◆ Your goal
An exact copy of all the records is the expected answer.

╔══

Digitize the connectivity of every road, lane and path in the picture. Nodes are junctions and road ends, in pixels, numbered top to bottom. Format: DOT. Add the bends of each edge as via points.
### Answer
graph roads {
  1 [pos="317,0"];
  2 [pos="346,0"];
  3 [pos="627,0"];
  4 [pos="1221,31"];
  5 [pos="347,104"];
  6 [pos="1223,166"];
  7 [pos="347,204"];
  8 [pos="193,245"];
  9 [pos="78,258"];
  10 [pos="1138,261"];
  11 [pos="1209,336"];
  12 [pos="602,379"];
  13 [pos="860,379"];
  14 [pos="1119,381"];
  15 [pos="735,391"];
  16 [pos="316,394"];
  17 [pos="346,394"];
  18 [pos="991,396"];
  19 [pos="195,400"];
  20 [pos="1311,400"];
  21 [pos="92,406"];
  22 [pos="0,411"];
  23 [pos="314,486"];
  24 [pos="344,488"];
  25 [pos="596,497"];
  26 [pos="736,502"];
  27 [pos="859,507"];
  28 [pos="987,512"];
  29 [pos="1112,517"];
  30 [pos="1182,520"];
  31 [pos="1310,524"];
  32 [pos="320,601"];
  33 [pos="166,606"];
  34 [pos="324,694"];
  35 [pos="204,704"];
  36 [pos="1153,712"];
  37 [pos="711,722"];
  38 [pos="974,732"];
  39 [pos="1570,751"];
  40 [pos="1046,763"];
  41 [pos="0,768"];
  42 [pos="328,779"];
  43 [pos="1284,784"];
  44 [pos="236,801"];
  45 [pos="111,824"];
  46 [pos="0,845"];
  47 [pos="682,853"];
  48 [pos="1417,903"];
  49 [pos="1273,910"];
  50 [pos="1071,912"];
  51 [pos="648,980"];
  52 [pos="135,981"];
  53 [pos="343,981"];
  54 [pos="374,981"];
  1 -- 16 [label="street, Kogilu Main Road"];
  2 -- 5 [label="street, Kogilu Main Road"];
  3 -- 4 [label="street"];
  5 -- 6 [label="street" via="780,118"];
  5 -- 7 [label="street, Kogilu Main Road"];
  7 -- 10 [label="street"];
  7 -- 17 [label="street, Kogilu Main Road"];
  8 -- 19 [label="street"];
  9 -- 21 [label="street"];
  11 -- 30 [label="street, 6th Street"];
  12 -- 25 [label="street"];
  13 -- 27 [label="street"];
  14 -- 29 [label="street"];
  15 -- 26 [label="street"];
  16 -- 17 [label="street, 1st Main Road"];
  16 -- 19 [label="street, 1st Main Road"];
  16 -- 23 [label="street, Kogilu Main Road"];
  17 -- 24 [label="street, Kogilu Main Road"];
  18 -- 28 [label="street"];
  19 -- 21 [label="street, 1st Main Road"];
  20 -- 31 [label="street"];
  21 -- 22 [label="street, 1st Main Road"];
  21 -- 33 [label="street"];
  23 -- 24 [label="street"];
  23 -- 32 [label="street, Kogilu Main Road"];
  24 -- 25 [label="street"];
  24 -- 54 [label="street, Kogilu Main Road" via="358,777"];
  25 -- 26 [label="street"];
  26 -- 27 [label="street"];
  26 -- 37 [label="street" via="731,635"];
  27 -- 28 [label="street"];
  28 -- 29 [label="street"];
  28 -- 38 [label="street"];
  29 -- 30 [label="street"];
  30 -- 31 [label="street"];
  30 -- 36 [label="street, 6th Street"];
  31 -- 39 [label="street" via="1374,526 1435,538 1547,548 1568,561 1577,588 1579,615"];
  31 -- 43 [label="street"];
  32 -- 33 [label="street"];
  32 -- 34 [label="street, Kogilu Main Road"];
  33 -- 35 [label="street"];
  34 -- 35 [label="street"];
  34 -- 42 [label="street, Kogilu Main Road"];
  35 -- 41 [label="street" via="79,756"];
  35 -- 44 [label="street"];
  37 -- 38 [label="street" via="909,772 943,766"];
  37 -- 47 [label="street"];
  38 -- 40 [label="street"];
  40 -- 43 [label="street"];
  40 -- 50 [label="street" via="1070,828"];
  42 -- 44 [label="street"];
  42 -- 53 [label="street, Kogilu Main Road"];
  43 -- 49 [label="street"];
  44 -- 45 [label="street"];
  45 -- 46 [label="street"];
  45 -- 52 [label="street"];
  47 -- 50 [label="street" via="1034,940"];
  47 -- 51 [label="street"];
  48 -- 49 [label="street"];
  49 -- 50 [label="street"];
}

╚══

◆ Answer to the exercise
Digitize the connectivity of every road, lane and path in the picture. Nodes are junctions and road ends, in pixels, numbered top to bottom. Format: DOT. Add the bends of each edge as via points.
### Answer
graph roads {
  1 [pos="317,0"];
  2 [pos="346,0"];
  3 [pos="627,0"];
  4 [pos="1221,31"];
  5 [pos="347,104"];
  6 [pos="1223,166"];
  7 [pos="347,204"];
  8 [pos="193,245"];
  9 [pos="78,258"];
  10 [pos="1138,261"];
  11 [pos="1209,336"];
  12 [pos="602,379"];
  13 [pos="860,379"];
  14 [pos="1119,381"];
  15 [pos="735,391"];
  16 [pos="316,394"];
  17 [pos="346,394"];
  18 [pos="991,396"];
  19 [pos="195,400"];
  20 [pos="1311,400"];
  21 [pos="92,406"];
  22 [pos="0,411"];
  23 [pos="314,486"];
  24 [pos="344,488"];
  25 [pos="596,497"];
  26 [pos="736,502"];
  27 [pos="859,507"];
  28 [pos="987,512"];
  29 [pos="1112,517"];
  30 [pos="1182,520"];
  31 [pos="1310,524"];
  32 [pos="320,601"];
  33 [pos="166,606"];
  34 [pos="324,694"];
  35 [pos="204,704"];
  36 [pos="1153,712"];
  37 [pos="711,722"];
  38 [pos="974,732"];
  39 [pos="1570,751"];
  40 [pos="1046,763"];
  41 [pos="0,768"];
  42 [pos="328,779"];
  43 [pos="1284,784"];
  44 [pos="236,801"];
  45 [pos="111,824"];
  46 [pos="0,845"];
  47 [pos="682,853"];
  48 [pos="1417,903"];
  49 [pos="1273,910"];
  50 [pos="1071,912"];
  51 [pos="648,980"];
  52 [pos="135,981"];
  53 [pos="343,981"];
  54 [pos="374,981"];
  1 -- 16 [label="street, Kogilu Main Road"];
  2 -- 5 [label="street, Kogilu Main Road"];
  3 -- 4 [label="street"];
  5 -- 6 [label="street" via="780,118"];
  5 -- 7 [label="street, Kogilu Main Road"];
  7 -- 10 [label="street"];
  7 -- 17 [label="street, Kogilu Main Road"];
  8 -- 19 [label="street"];
  9 -- 21 [label="street"];
  11 -- 30 [label="street, 6th Street"];
  12 -- 25 [label="street"];
  13 -- 27 [label="street"];
  14 -- 29 [label="street"];
  15 -- 26 [label="street"];
  16 -- 17 [label="street, 1st Main Road"];
  16 -- 19 [label="street, 1st Main Road"];
  16 -- 23 [label="street, Kogilu Main Road"];
  17 -- 24 [label="street, Kogilu Main Road"];
  18 -- 28 [label="street"];
  19 -- 21 [label="street, 1st Main Road"];
  20 -- 31 [label="street"];
  21 -- 22 [label="street, 1st Main Road"];
  21 -- 33 [label="street"];
  23 -- 24 [label="street"];
  23 -- 32 [label="street, Kogilu Main Road"];
  24 -- 25 [label="street"];
  24 -- 54 [label="street, Kogilu Main Road" via="358,777"];
  25 -- 26 [label="street"];
  26 -- 27 [label="street"];
  26 -- 37 [label="street" via="731,635"];
  27 -- 28 [label="street"];
  28 -- 29 [label="street"];
  28 -- 38 [label="street"];
  29 -- 30 [label="street"];
  30 -- 31 [label="street"];
  30 -- 36 [label="street, 6th Street"];
  31 -- 39 [label="street" via="1374,526 1435,538 1547,548 1568,561 1577,588 1579,615"];
  31 -- 43 [label="street"];
  32 -- 33 [label="street"];
  32 -- 34 [label="street, Kogilu Main Road"];
  33 -- 35 [label="street"];
  34 -- 35 [label="street"];
  34 -- 42 [label="street, Kogilu Main Road"];
  35 -- 41 [label="street" via="79,756"];
  35 -- 44 [label="street"];
  37 -- 38 [label="street" via="909,772 943,766"];
  37 -- 47 [label="street"];
  38 -- 40 [label="street"];
  40 -- 43 [label="street"];
  40 -- 50 [label="street" via="1070,828"];
  42 -- 44 [label="street"];
  42 -- 53 [label="street, Kogilu Main Road"];
  43 -- 49 [label="street"];
  44 -- 45 [label="street"];
  45 -- 46 [label="street"];
  45 -- 52 [label="street"];
  47 -- 50 [label="street" via="1034,940"];
  47 -- 51 [label="street"];
  48 -- 49 [label="street"];
  49 -- 50 [label="street"];
}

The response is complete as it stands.